The All Day Singing event was well attended back in the day. In this old photo, people gather for lunch outside during an All Day Singing. The 100th annual All Day Singing will be Sunday, Aug. 8, at the New Salem United Methodist Church.

News Editor

New Salem United Methodist Church is hosting the 100th annual All Day Singing event on Sunday, Aug. 8.

The singing event has been held before 1921, but 1921 was when it became an annual event.

United Methodist Church members Sharon Bradford, Robert McKaig and H. A. McKaig, spoke about the event.

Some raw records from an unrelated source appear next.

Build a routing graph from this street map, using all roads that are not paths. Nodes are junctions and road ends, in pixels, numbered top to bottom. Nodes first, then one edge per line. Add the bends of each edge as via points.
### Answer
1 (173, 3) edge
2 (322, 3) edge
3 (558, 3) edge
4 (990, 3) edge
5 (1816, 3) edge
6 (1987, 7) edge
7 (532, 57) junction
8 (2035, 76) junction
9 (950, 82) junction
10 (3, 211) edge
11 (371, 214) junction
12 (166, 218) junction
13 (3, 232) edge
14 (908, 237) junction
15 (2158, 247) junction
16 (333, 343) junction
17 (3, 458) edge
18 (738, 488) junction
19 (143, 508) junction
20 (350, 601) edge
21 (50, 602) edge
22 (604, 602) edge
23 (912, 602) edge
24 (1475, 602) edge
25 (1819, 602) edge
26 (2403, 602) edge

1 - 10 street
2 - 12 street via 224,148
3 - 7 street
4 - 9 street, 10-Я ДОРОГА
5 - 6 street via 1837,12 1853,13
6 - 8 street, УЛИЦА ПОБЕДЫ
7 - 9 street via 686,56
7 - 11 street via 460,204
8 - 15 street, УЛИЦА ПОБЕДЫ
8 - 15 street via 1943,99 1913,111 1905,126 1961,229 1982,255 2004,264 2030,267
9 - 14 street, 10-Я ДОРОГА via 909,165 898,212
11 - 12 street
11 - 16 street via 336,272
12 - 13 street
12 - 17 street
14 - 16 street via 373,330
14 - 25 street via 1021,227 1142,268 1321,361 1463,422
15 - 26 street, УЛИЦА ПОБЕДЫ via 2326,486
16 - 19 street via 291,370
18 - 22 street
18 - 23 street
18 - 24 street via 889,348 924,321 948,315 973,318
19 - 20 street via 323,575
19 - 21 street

“We are three of the few, of about a half dozen, that has been coming to them all of our lives,” H. A. McKaig said.

“We are descendants of family of founding members,” Bradford said.

According to H. A. McKaig, the event started with shape note music. Shape notes became a popular way to teach in singing schools. Shape notes were learned more quickly and easily.

“Shape notes will be on the same line and pitch but they have a shape to them to make reading them easier. People who are really good at shape notes, they can sit down with a brand new song book and go on singing the song. It began being taught in the south in the early 1900s, maybe before,” H. A. McKaig explained.

People in New Salem were taught shape note music in the early 1900s. At that time, the Episcopal church was the only church in the area. At that time Highway 136 wasn’t even there.

“This community was cut off from Trenton, pretty much. The people wanted to sing and wanted their kids to sing. They brought in people to teach shape note music,” H.A. McKaig said.

H. A. McKaig continued, “My guess is, why it is in August, is you weren’t planting and weren’t harvesting crops in August.

“For years growing up, we would have a singing school for two weeks, and it would be just before the All Day Singing, so everyone would be fresh,” Robert McKaig said.

During the event, attendees will sing out of the Red Back Church Hymnal. According to, the book was first printed in 1951, and has 410 songs.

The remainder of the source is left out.